Where these local contexts intersect, lie the pain points that need to be addressed together in an open, uncensored manner. As the writer Minh Nguyen asserts, the “democratisation of the public sphere occurs when conflicts are not erased but instead confronted”. In this instance, with the release of the advisory committee’s report heaping curatorial and organisational blame on ruangrupa, dialogue does not appear to be on the table and the conflicts look destined for erasure.
Not documenta fifteen, but lumbung one?
Even without the political controversies, there were already inherent incompatibilities between ruangrupa’s utopian curatorial vision as manifested in the slogan “Make friends not art” and the very structure of documenta itself as a mega art event. Add the layer of politics and d15 became a combustible, south versus north, east versus west, periphery versus centre tug-of-war.

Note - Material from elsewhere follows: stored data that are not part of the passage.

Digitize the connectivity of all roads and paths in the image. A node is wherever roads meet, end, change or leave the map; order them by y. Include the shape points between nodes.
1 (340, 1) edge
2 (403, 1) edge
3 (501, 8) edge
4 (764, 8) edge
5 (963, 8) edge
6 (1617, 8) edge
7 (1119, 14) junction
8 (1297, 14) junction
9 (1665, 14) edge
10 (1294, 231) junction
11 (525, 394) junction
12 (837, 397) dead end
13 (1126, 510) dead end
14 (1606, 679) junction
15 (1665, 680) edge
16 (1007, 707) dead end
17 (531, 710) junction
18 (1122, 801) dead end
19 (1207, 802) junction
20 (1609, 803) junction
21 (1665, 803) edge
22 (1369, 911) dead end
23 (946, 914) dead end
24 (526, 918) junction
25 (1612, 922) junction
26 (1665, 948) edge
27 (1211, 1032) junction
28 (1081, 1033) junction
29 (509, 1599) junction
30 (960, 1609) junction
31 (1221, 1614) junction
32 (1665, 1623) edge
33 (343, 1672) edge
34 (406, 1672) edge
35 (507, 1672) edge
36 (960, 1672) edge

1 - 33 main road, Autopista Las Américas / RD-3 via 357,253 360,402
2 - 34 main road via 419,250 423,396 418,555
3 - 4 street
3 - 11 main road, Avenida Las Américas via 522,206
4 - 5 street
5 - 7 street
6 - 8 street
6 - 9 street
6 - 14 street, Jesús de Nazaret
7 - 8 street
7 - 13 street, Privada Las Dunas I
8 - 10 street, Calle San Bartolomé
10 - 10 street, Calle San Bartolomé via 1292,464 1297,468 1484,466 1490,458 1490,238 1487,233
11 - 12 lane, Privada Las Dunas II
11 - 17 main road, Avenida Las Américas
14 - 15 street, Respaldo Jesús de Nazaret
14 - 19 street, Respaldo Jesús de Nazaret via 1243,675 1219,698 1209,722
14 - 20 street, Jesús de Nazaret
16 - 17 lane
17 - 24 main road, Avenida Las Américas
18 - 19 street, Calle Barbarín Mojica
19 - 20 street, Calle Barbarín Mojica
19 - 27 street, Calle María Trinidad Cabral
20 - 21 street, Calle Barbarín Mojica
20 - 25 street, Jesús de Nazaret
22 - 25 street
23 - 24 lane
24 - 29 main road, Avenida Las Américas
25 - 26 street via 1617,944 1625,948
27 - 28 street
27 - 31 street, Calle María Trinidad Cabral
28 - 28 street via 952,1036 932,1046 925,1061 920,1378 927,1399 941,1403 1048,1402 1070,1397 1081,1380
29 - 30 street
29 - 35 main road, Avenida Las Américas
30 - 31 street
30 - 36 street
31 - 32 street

While documenta has attempted to embark on a trajectory of greater global inclusiveness in its artistic direction (in 1997 for example, Matthew Ngui was the first Singapore artist featured in the event), d15 was confronted with a “structural” challenge of mapping the Indonesian lumbung’s social and cultural context onto a mega art event. Instead of the artworks or related pieces by the consecrated artists ending up in institutional or private collections, the material presentation in d15 conspicuously ended up being recycled. From these perspectives, d15 is no less than a revolution in the art world and cultural discourses, a productive culture clash between Southeast Asia and Europe. As stated in the introduction in the d15 handbook, “we are not in documenta fifteen, we are in lumbung one.”
Our visits to d15 may have started out with some surprise and even disappointment given our usual expectations of biennale-type international art events, but in the three months following, these initial misgivings gave way to deeper thought. D15 highlighted questions on what art is and on how the lumbung spirit could be sustained, not only in challenging mega-scale projects, but also within art networks, circles, institutions and discourses everywhere.
As the concluding words of the lumbung community’s latest statement have it:
“The openness and the inclusivity of the lumbung is how we imagine our world to be… we will continue to practice as a way to be in solidarity, a way to be inclusive, a way for thinking, sharing, documenting, a way to fight, a way for resilience.”
While all the complicated issues of platform, resources, legacy, curatorial management and programming remain, d15 has imprinted in our imagination the ways in which we can boldly reconsider our engagement with community, culture and social equality in the arts.